*Records supplied*
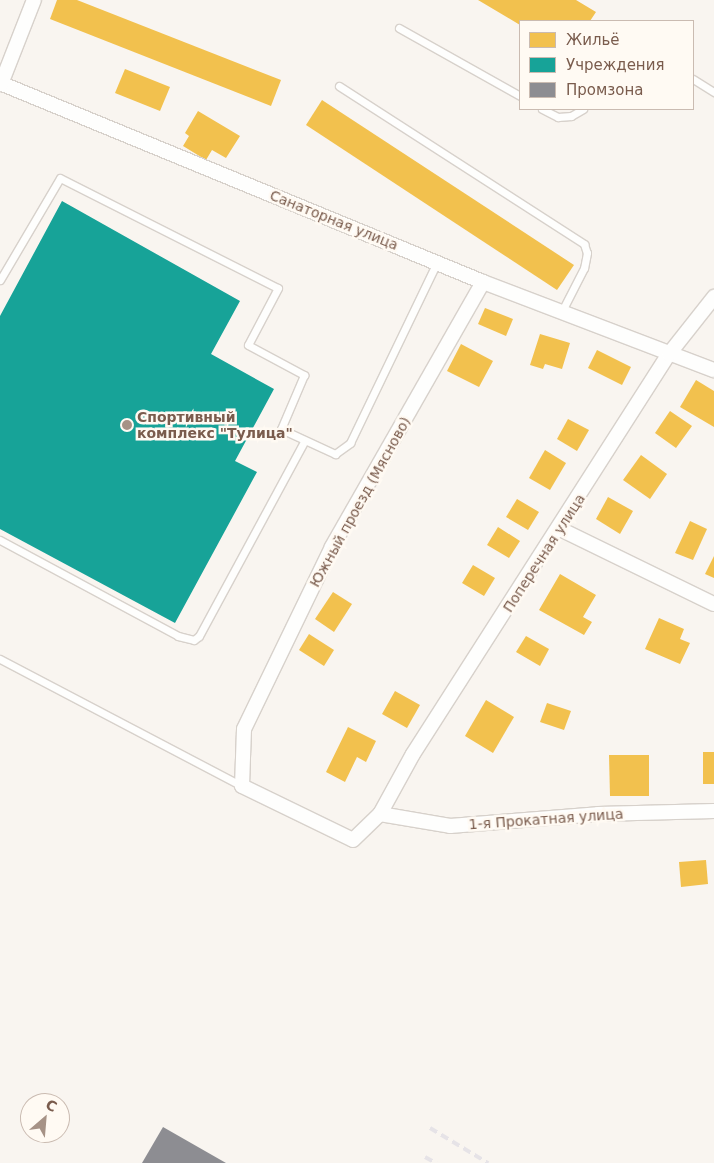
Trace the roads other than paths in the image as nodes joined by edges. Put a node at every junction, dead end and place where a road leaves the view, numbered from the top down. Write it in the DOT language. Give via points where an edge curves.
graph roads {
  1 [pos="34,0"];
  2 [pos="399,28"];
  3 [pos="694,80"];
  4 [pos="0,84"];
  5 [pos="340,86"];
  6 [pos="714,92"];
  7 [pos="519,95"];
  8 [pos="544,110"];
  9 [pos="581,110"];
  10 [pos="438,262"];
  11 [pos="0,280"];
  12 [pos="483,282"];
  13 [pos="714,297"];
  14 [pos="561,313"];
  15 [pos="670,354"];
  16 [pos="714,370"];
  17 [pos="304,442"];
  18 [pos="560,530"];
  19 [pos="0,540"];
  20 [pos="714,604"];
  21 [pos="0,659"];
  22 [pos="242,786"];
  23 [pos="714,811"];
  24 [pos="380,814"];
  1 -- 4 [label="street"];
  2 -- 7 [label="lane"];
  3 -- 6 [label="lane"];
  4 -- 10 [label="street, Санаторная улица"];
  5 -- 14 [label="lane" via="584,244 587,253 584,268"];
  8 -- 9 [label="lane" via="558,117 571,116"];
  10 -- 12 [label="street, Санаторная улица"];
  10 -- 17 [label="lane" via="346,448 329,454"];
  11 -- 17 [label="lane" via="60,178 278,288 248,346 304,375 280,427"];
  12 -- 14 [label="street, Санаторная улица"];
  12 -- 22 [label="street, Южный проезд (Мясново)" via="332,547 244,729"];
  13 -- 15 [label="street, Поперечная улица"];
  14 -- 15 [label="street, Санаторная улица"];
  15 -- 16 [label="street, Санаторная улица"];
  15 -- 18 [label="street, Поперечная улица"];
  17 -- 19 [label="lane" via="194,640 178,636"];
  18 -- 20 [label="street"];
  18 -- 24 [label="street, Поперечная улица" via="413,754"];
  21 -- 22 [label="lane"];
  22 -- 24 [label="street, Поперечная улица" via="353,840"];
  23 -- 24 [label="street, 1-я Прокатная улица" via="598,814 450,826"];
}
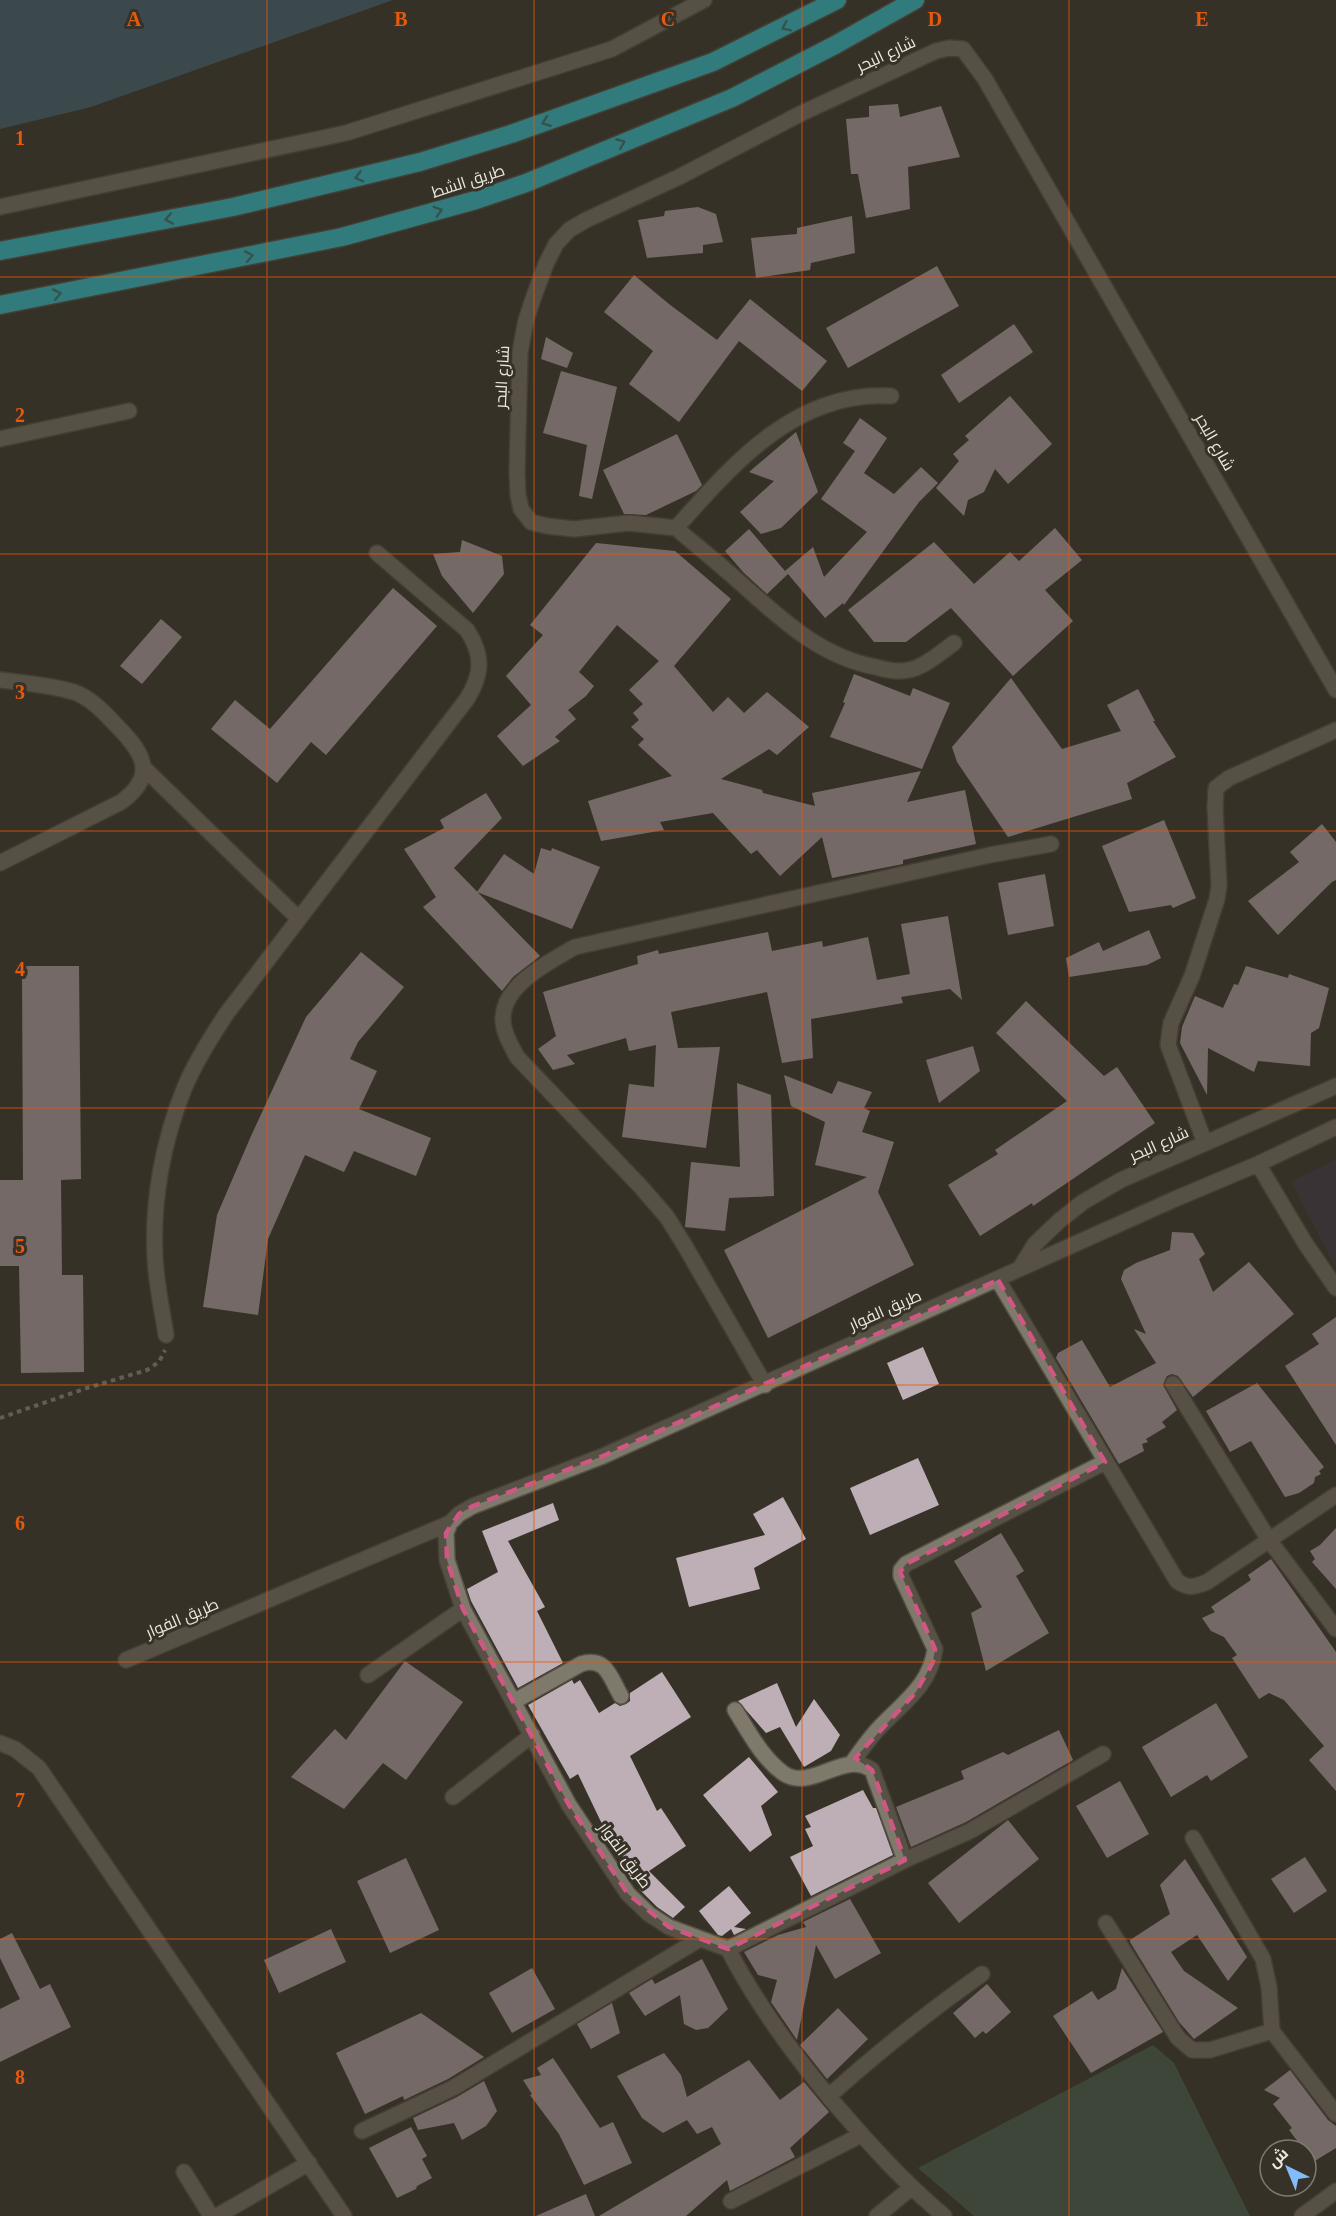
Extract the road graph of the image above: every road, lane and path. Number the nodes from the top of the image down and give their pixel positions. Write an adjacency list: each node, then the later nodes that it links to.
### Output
---
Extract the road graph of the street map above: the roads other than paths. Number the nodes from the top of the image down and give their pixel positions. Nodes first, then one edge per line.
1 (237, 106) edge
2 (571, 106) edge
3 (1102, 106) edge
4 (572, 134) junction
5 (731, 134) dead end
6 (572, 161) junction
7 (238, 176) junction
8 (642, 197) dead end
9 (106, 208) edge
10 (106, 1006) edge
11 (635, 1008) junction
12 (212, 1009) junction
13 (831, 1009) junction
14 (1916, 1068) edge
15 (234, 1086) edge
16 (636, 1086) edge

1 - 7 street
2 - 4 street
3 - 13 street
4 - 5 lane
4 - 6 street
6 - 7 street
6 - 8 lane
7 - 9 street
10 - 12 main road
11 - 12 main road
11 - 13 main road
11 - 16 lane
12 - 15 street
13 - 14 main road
---
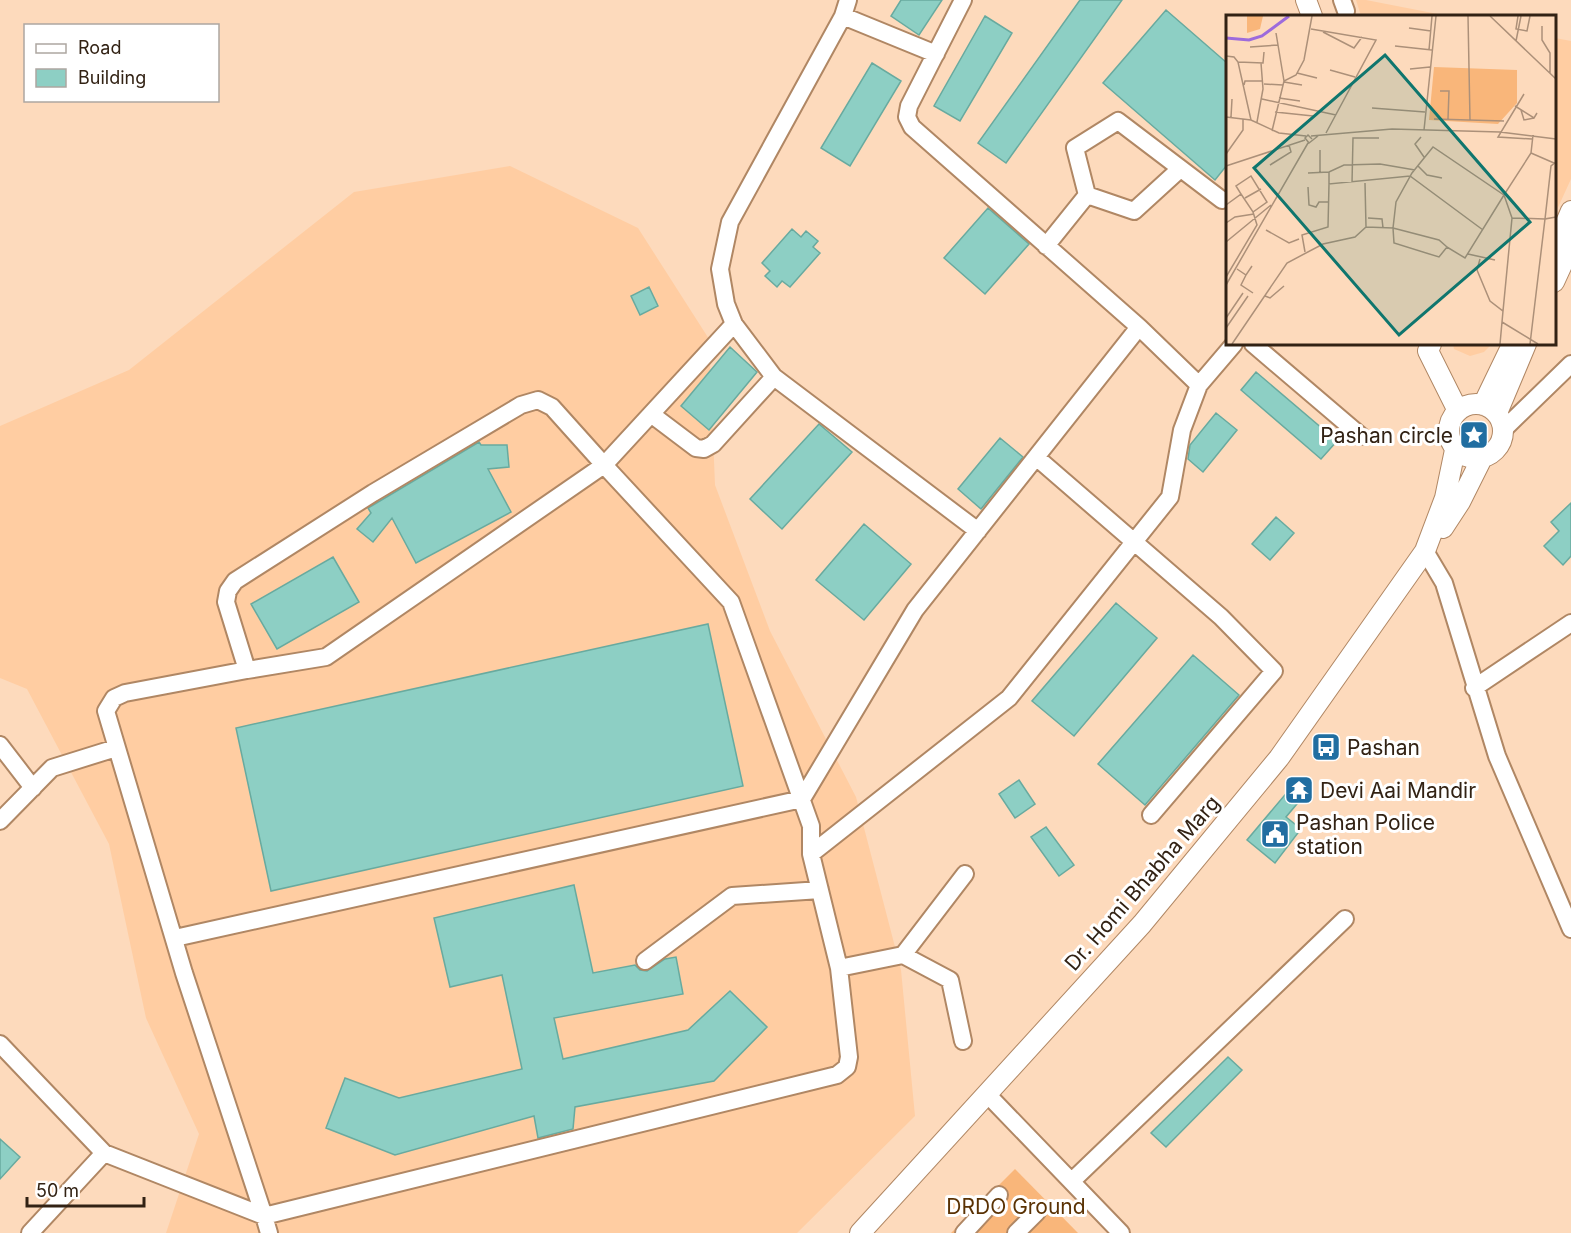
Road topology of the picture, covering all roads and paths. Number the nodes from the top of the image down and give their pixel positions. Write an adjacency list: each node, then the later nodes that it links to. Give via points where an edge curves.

*Your instructions*
From the listing above, copy every line where the string "links" is found.

*Answer for this exercise*
Extract the road graph of the image above: every road, lane and path. Number the nodes from the top of the image down and give their pixel positions. Write an adjacency list: each node, then the later nodes that it links to.
Road topology of the picture, covering all roads and paths. Number the nodes from the top of the image down and give their pixel positions. Write an adjacency list: each node, then the later nodes that it links to. Give via points where an edge curves.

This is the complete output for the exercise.